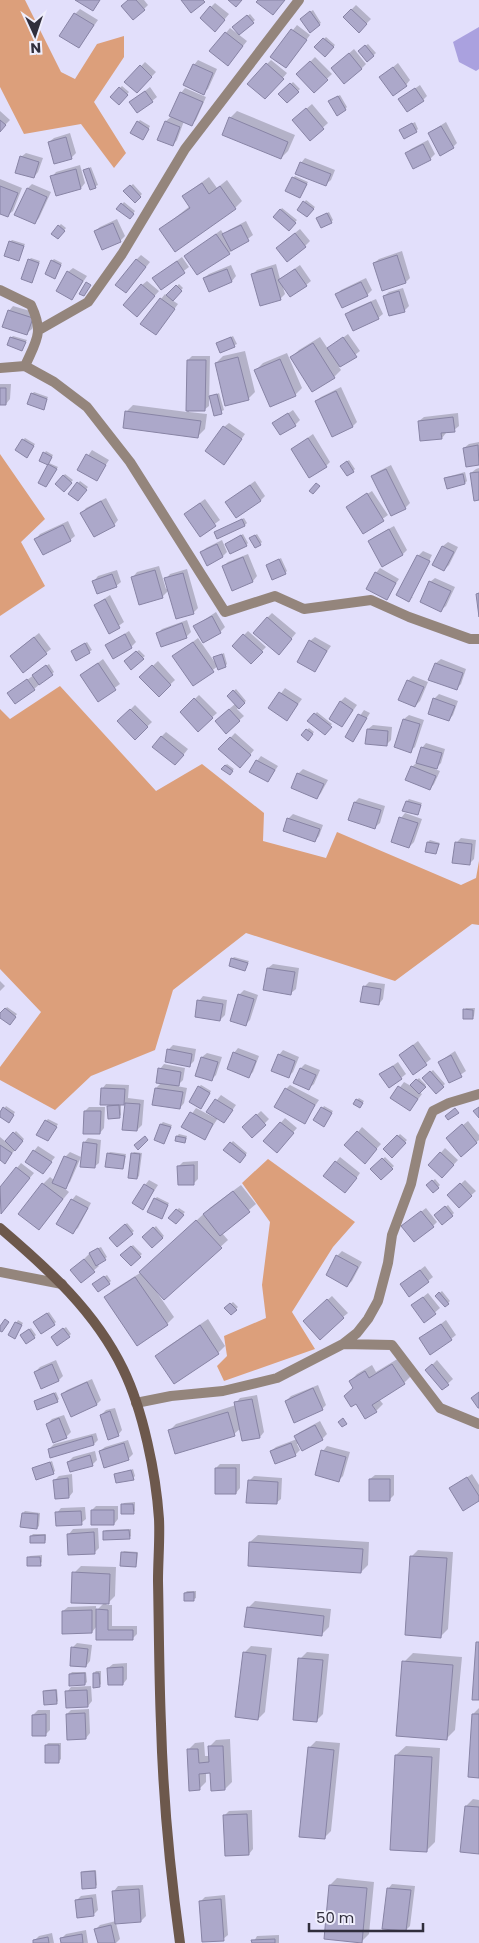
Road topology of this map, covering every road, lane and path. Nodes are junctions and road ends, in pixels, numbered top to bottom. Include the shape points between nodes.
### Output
1 (299, 0) edge
2 (0, 290) edge
3 (39, 330) junction
4 (24, 366) junction
5 (0, 368) edge
6 (479, 639) edge
7 (479, 1094) edge
8 (0, 1228) edge
9 (0, 1272) edge
10 (62, 1284) junction
11 (343, 1344) junction
12 (136, 1403) junction
13 (479, 1424) edge
14 (180, 1943) edge

1 - 3 street via 185,149 122,254 88,302
2 - 3 street via 31,305 39,320
3 - 4 street
4 - 5 street
4 - 6 street via 54,382 87,407 130,462 225,612 275,596 304,609 371,600 409,617 470,639
7 - 11 street via 432,1111 392,1235 378,1301 357,1333
8 - 10 main road
9 - 10 street
10 - 12 main road via 81,1303 105,1338
11 - 12 street via 277,1378 223,1391
11 - 13 street via 392,1345 440,1408
12 - 14 main road via 154,1479 158,1519 161,1726

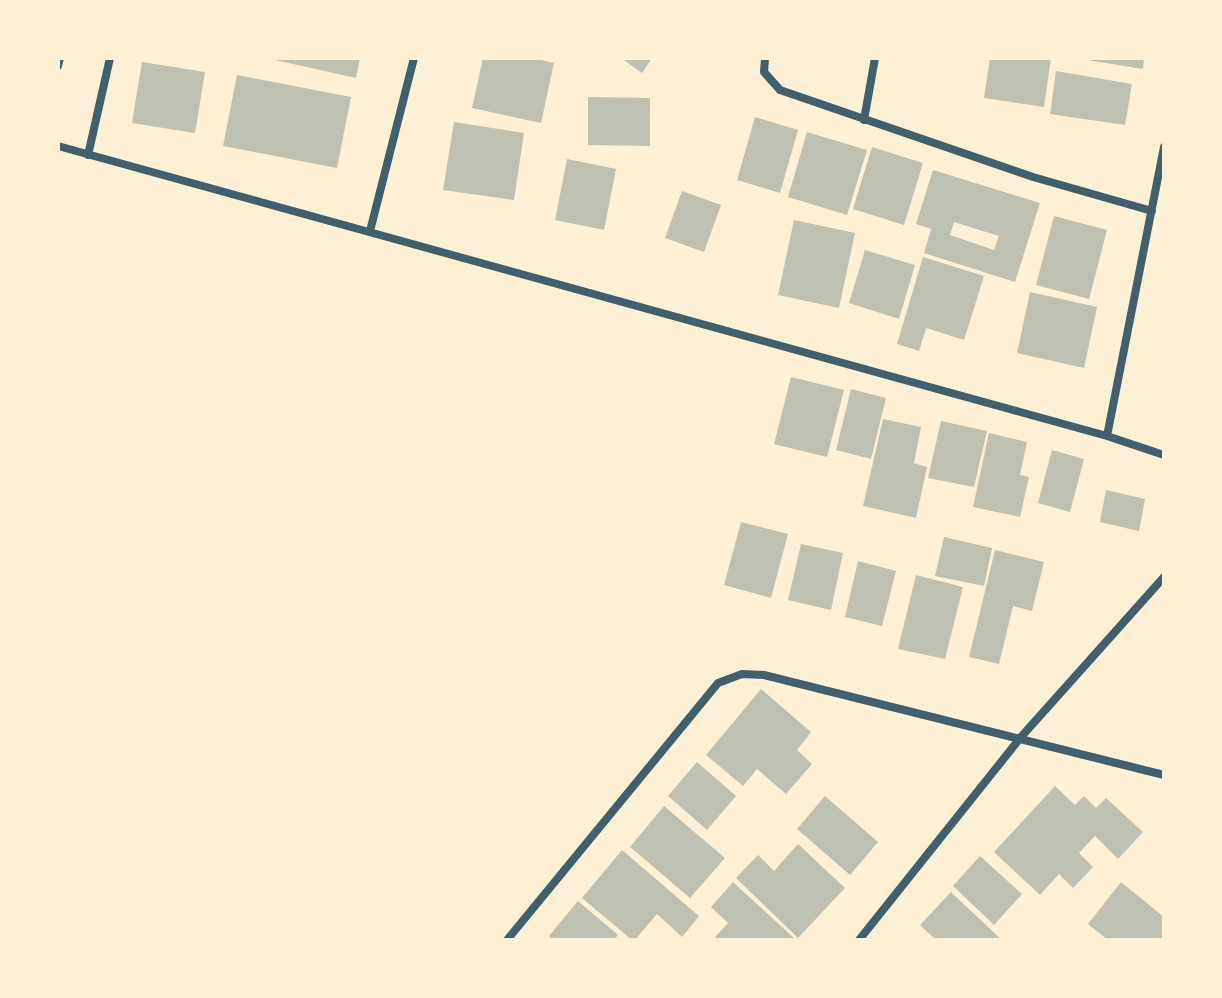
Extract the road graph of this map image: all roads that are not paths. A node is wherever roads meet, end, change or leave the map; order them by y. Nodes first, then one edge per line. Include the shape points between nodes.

## WORK TO BE COMPLETED
Whenever the word "this" turns up in a line of the listing above, copy the line.

## WRITTEN ANSWER
Road topology of this map, covering every road, lane and path. Nodes are junctions and road ends, in pixels, numbered top to bottom. Include the shape points between nodes.
Extract the road graph of this map image: all roads that are not paths. A node is wherever roads meet, end, change or leave the map; order them by y. Nodes first, then one edge per line. Include the shape points between nodes.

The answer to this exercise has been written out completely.